Oil prices push higher as Fed’s rate cut plan and shrinking US crude stockpile

Oil gained after the Federal Reserve signaled it still planned to cut interest rates this year, boosting risk appetite and hurting the dollar.

Global benchmark Brent rose above $86 a barrel following the biggest drop in about a month on Wednesday after it strayed into overbought territory. West Texas Intermediate was near $82. Fed officials maintained their outlook for three rate cuts this year after keeping policy steady on Wednesday. A weaker US currency tends to benefit commodities priced in the greenback.

Nationwide US crude inventories, meanwhile, dropped by 1.95 million barrels, shrinking for a second week to remain below the five-year seasonal average.

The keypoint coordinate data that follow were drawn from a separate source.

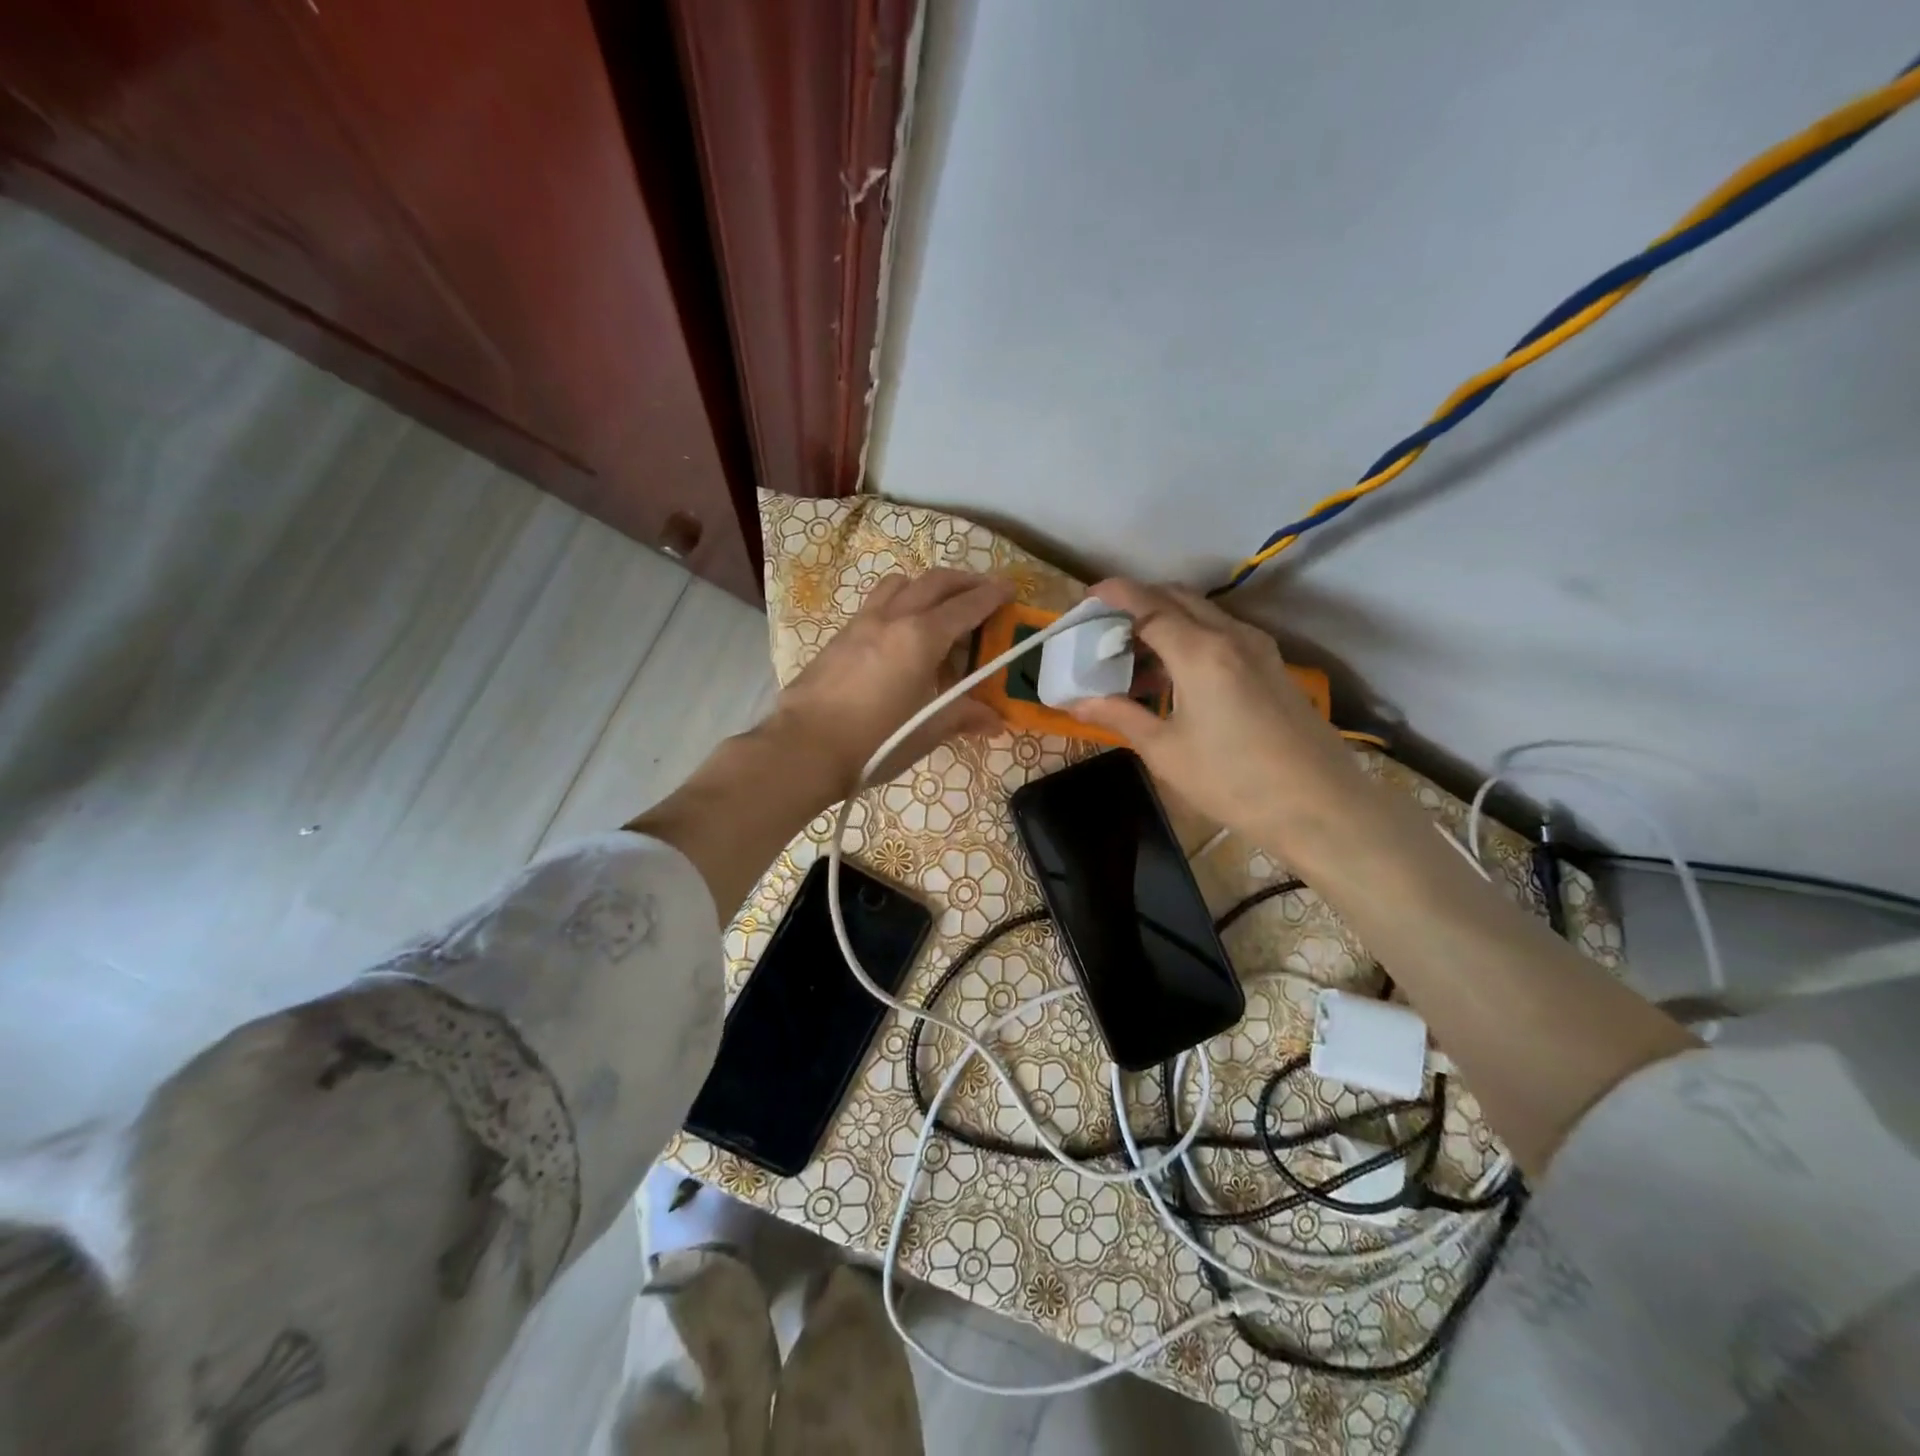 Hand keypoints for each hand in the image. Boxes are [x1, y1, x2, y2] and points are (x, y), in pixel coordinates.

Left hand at [768, 569, 1012, 794]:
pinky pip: (875, 603)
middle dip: (963, 581)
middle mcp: (892, 618)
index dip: (991, 595)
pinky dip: (898, 602)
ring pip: (899, 584)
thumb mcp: (927, 731)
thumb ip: (963, 716)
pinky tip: (899, 632)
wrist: (804, 748)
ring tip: (937, 606)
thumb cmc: (875, 741)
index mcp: (921, 637)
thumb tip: (994, 721)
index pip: (965, 606)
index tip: (1009, 590)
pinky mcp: (838, 637)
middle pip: (934, 582)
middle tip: (982, 591)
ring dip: (925, 585)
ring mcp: (861, 623)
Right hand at [1067, 579, 1372, 851]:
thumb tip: (1075, 702)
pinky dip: (1190, 637)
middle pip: (1176, 598)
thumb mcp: (1166, 751)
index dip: (1114, 595)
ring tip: (1133, 658)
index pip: (1148, 604)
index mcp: (1200, 652)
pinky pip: (1222, 633)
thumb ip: (1120, 716)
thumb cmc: (1233, 781)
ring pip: (1202, 614)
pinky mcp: (1272, 665)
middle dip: (1137, 602)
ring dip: (1165, 621)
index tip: (1087, 597)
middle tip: (1105, 629)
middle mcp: (1231, 636)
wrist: (1320, 807)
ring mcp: (1257, 648)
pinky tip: (1174, 677)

A bigger-than-expected draw was also seen in gasoline holdings.

“While there are signs that the oil rally has run out of steam, oil and broader markets have taken some comfort in the Fed reiterating its forecast for three rate cuts this year,” said Warren Patterson, head of commodities strategy at ING Groep NV. Still, expec-tations for persistent inflation should act as a headwind for oil over the longer term, he said.

Crude has posted a double-digit percentage advance this year, breaking out of a narrow range in recent weeks, as OPEC+ extended production cuts. Geopolitical tensions including Ukrainian drone attacks on Russian refineries and rising transport costs due to strikes on ships in the Red Sea have also supported prices.

However, gains have been limited by surging supply from outside the cartel.